Hi
I am working with a Cloudera 5 cluster with 192 nodes and can’t work out how to
get the spark repo to use more than 2 nodes in an interactive session.
So, this works, but is non-interactive (using yarn-client as MASTER)
/opt/cloudera/parcels/CDH-5.0.0-1.cdh5.0.0.p0.47/lib/spark/bin/spark-class \
org.apache.spark.deploy.yarn.Client \
--jar
/opt/cloudera/parcels/CDH-5.0.0-1.cdh5.0.0.p0.47/lib/spark/examples/lib/spark-examples_2.10-0.9.0-cdh5.0.0.jar
\
--class org.apache.spark.examples.SparkPi \
--args yarn-standalone \
--args 10 \
--num-workers 100
There does not appear to be an (obvious?) way to get more than 2 nodes involved
from the repl.
I am running the REPL like this:
#!/bin/sh
. /etc/spark/conf.cloudera.spark/spark-env.sh
export SPARK_JAR=hdfs://nameservice1/user/spark/share/lib/spark-assembly.jar
export SPARK_WORKER_MEMORY=512m
export MASTER=yarn-client
exec $SPARK_HOME/bin/spark-shell
Now if I comment out the line with `export SPARK_JAR=…’ and run this again, I
get an error like this:
14/05/19 08:03:41 ERROR Client: Error: You must set SPARK_JAR environment
variable!
Usage: org.apache.spark.deploy.yarn.Client [options]
Options:
--jar JAR_PATH Path to your application's JAR file (required in
yarn-cluster mode)
--class CLASS_NAME Name of your application's main class (required)

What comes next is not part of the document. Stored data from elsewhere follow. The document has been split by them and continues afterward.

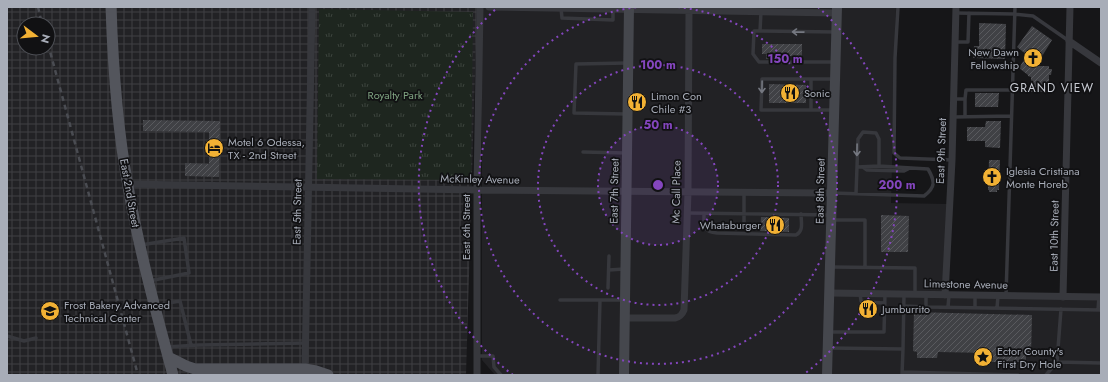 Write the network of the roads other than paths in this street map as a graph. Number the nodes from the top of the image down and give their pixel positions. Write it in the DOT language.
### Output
graph roads {
  1 [pos="111,7"];
  2 [pos="312,7"];
  3 [pos="480,7"];
  4 [pos="489,7"];
  5 [pos="898,7"];
  6 [pos="1015,7"];
  7 [pos="1070,7"];
  8 [pos="561,8"];
  9 [pos="629,8"];
  10 [pos="613,9"];
  11 [pos="706,9"];
  12 [pos="751,9"];
  13 [pos="802,9"];
  14 [pos="689,10"];
  15 [pos="837,10"];
  16 [pos="956,10"];
  17 [pos="761,11"];
  18 [pos="969,13"];
  19 [pos="1014,14"];
  20 [pos="760,31"];
  21 [pos="837,32"];
  22 [pos="1069,41"];
  23 [pos="954,42"];
  24 [pos="836,62"];
  25 [pos="628,63"];
  26 [pos="1101,63"];
  27 [pos="811,79"];
  28 [pos="835,79"];
  29 [pos="1012,90"];
  30 [pos="953,99"];
  31 [pos="965,100"];
  32 [pos="811,110"];
  33 [pos="834,110"];
  34 [pos="627,114"];
  35 [pos="1011,116"];
  36 [pos="952,117"];
  37 [pos="965,117"];
  38 [pos="582,152"];
  39 [pos="627,154"];
  40 [pos="952,160"];
  41 [pos="879,166"];
  42 [pos="863,167"];
  43 [pos="857,168"];
  44 [pos="911,168"];
  45 [pos="127,184"];
  46 [pos="309,187"];
  47 [pos="477,190"];
  48 [pos="626,192"];
  49 [pos="688,192"];
  50 [pos="744,193"];
  51 [pos="832,193"];
  52 [pos="856,194"];
  53 [pos="687,213"];
  54 [pos="704,213"];
  55 [pos="744,213"];
  56 [pos="801,214"];
  57 [pos="832,217"];
  58 [pos="744,226"];
  59 [pos="140,246"];
  60 [pos="609,256"];
  61 [pos="831,266"];
  62 [pos="865,267"];
  63 [pos="626,269"];
  64 [pos="609,270"];
  65 [pos="148,281"];
  66 [pos="608,288"];
  67 [pos="830,292"];
  68 [pos="860,293"];
  69 [pos="885,294"];
  70 [pos="904,294"];
  71 [pos="915,294"];
  72 [pos="926,294"];
  73 [pos="947,295"];
  74 [pos="975,295"];
  75 [pos="998,296"];
  76 [pos="1006,296"];
  77 [pos="1063,297"];
  78 [pos="1100,297"];
  79 [pos="560,300"];
  80 [pos="600,300"];
  81 [pos="625,300"];
  82 [pos="885,303"];
  83 [pos="154,306"];
  84 [pos="904,306"];
  85 [pos="926,307"];
  86 [pos="948,307"];
  87 [pos="975,308"];
  88 [pos="997,308"];
  89 [pos="1061,309"];
  90 [pos="1100,310"];
  91 [pos="625,318"];
  92 [pos="828,332"];
  93 [pos="7,336"];
  94 [pos="36,338"];
  95 [pos="305,342"];
  96 [pos="191,345"];
  97 [pos="828,348"];
  98 [pos="903,349"];
  99 [pos="167,352"];
  100 [pos="477,356"];
  101 [pos="1057,362"];
  102 [pos="1101,363"];
  103 [pos="305,369"];
  104 [pos="172,373"];
  105 [pos="902,373"];
  106 [pos="328,375"];
  107 [pos="477,375"];
  108 [pos="501,375"];
  109 [pos="598,375"];
  110 [pos="624,375"];
  111 [pos="827,375"];
  112 [pos="1018,375"];
  113 [pos="1046,375"];
  1 -- 45 [label="main road, East 2nd Street"];
  2 -- 46 [label="street, East 5th Street"];
  3 -- 47 [label="street, East 6th Street"];
  4 -- 8 [label="street"];
  5 -- 40 [label="lane"];
  6 -- 19 [label="lane"];
  7 -- 22 [label="street, East 10th Street"];
  8 -- 10 [label="street"];
  8 -- 10 [label="lane"];
  9 -- 10 [label="street"];
  9 -- 14 [label="street"];
  9 -- 25 [label="street, East 7th Street"];
  11 -- 12 [label="street"];
  11 -- 14 [label="street"];
  12 -- 17 [label="street"];
  13 -- 15 [label="street"];
  13 -- 17 [label="street"];
  14 -- 49 [label="street, Mc Call Place"];
  15 -- 21 [label="street, East 8th Street"];
  16 -- 18 [label="lane"];
  16 -- 23 [label="street, East 9th Street"];
  17 -- 20 [label="lane"];
  18 -- 19 [label="lane"];
  18 -- 23 [label="lane"];
  19 -- 22 [label="lane"];
  19 -- 29 [label="lane"];
  21 -- 20 [label="lane, one-way"];
  20 -- 24 [label="lane"];
  21 -- 24 [label="street, East 8th Street"];
  22 -- 26 [label="street"];
  22 -- 77 [label="street, East 10th Street"];
  23 -- 30 [label="street, East 9th Street"];
  24 -- 28 [label="street, East 8th Street"];
  25 -- 34 [label="street, East 7th Street"];
  25 -- 34 [label="lane"];
  27 -- 28 [label="lane"];
  27 -- 32 [label="lane"];
  27 -- 32 [label="lane, one-way"];
  28 -- 33 [label="street, East 8th Street"];
  29 -- 31 [label="lane"];
  29 -- 35 [label="lane"];
  30 -- 31 [label="lane"];
  30 -- 36 [label="street, East 9th Street"];
  31 -- 37 [label="lane"];
  32 -- 33 [label="lane"];
  33 -- 51 [label="street, East 8th Street"];
  34 -- 39 [label="street, East 7th Street"];
  35 -- 37 [label="lane"];
  35 -- 76 [label="lane"];
  36 -- 37 [label="lane"];
  36 -- 40 [label="street, East 9th Street"];
  38 -- 39 [label="lane"];
  39 -- 48 [label="street, East 7th Street"];
  40 -- 73 [label="street, East 9th Street"];
  41 -- 42 [label="lane"];
  41 -- 43 [label="lane, one-way"];
  41 -- 44 [label="lane"];
  42 -- 43 [label="lane"];
  42 -- 44 [label="lane"];
  43 -- 52 [label="lane"];
  44 -- 52 [label="lane"];
  45 -- 46 [label="street, McKinley Avenue"];
  45 -- 59 [label="main road, East 2nd Street"];
  46 -- 47 [label="street, McKinley Avenue"];
  46 -- 95 [label="street, East 5th Street"];
  47 -- 48 [label="street, McKinley Avenue"];
  47 -- 100 [label="street, East 6th Street"];
  48 -- 49 [label="street, McKinley Avenue"];
  48 -- 63 [label="street, East 7th Street"];
  49 -- 50 [label="street, McKinley Avenue"];
  49 -- 53 [label="street, Mc Call Place"];
  50 -- 51 [label="street, McKinley Avenue"];
  50 -- 55 [label="lane"];
  51 -- 52 [label="lane"];
  51 -- 57 [label="street, East 8th Street"];
  53 -- 54 [label="lane"];
  53 -- 91 [label="street, Mc Call Place"];
  54 -- 55 [label="lane"];
  54 -- 56 [label="lane"];
  55 -- 56 [label="lane"];
  55 -- 58 [label="lane"];
  56 -- 57 [label="lane"];
  57 -- 61 [label="street, East 8th Street"];
  57 -- 62 [label="lane"];
  59 -- 65 [label="main road, East 2nd Street"];
  59 -- 65 [label="lane"];
  60 -- 64 [label="lane"];
  61 -- 62 [label="lane"];
  61 -- 67 [label="street, East 8th Street"];
  62 -- 71 [label="lane"];
  63 -- 64 [label="lane"];
  63 -- 81 [label="street, East 7th Street"];
  64 -- 66 [label="lane"];
  65 -- 83 [label="main road, East 2nd Street"];
  67 -- 68 [label="street, Limestone Avenue"];
  67 -- 92 [label="street, East 8th Street"];
  68 -- 69 [label="street, Limestone Avenue"];
  68 -- 82 [label="lane"];
  69 -- 70 [label="street, Limestone Avenue"];
  69 -- 82 [label="lane"];
  70 -- 71 [label="street, Limestone Avenue"];
  70 -- 84 [label="lane"];
  71 -- 72 [label="street, Limestone Avenue"];
  72 -- 73 [label="street, Limestone Avenue"];
  72 -- 85 [label="lane"];
  73 -- 74 [label="street, Limestone Avenue"];
  73 -- 86 [label="lane"];
  74 -- 75 [label="street, Limestone Avenue"];
  74 -- 87 [label="lane"];
  75 -- 76 [label="street, Limestone Avenue"];
  75 -- 88 [label="lane"];
  76 -- 77 [label="street, Limestone Avenue"];
  77 -- 78 [label="street, Limestone Avenue"];
  78 -- 90 [label="lane"];
  79 -- 80 [label="lane"];
  80 -- 81 [label="lane"];
  80 -- 109 [label="lane"];
  81 -- 91 [label="street, East 7th Street"];
  82 -- 92 [label="lane"];
  83 -- 96 [label="lane"];
  83 -- 99 [label="main road, East 2nd Street"];
  84 -- 85 [label="lane"];
  84 -- 98 [label="lane"];
  85 -- 86 [label="lane"];
  86 -- 87 [label="lane"];
  87 -- 88 [label="lane"];
  88 -- 89 [label="lane"];
  89 -- 90 [label="lane"];
  89 -- 101 [label="lane"];
  91 -- 110 [label="street, East 7th Street"];
  92 -- 97 [label="street, East 8th Street"];
  93 -- 94 [label="lane"];
  95 -- 96 [label="lane"];
  95 -- 103 [label="street, East 5th Street"];
  96 -- 99 [label="lane"];
  97 -- 98 [label="lane"];
  97 -- 111 [label="street, East 8th Street"];
  98 -- 105 [label="lane"];
  99 -- 103 [label="main road"];
  99 -- 104 [label="main road, East 2nd Street"];
  100 -- 107 [label="street, East 6th Street"];
  100 -- 108 [label="lane"];
  101 -- 102 [label="lane"];
  101 -- 113 [label="lane"];
  103 -- 106 [label="main road"];
  105 -- 112 [label="lane"];
}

--args ARGS Arguments to be passed to your application's main
class.
Mutliple invocations are possible, each will be
passed in order.
--num-workers NUM Number of workers to start (Default: 2)
[…]
But none of those options are exposed at the `spark-shell’ level.
Thanks in advance for your guidance.
Eric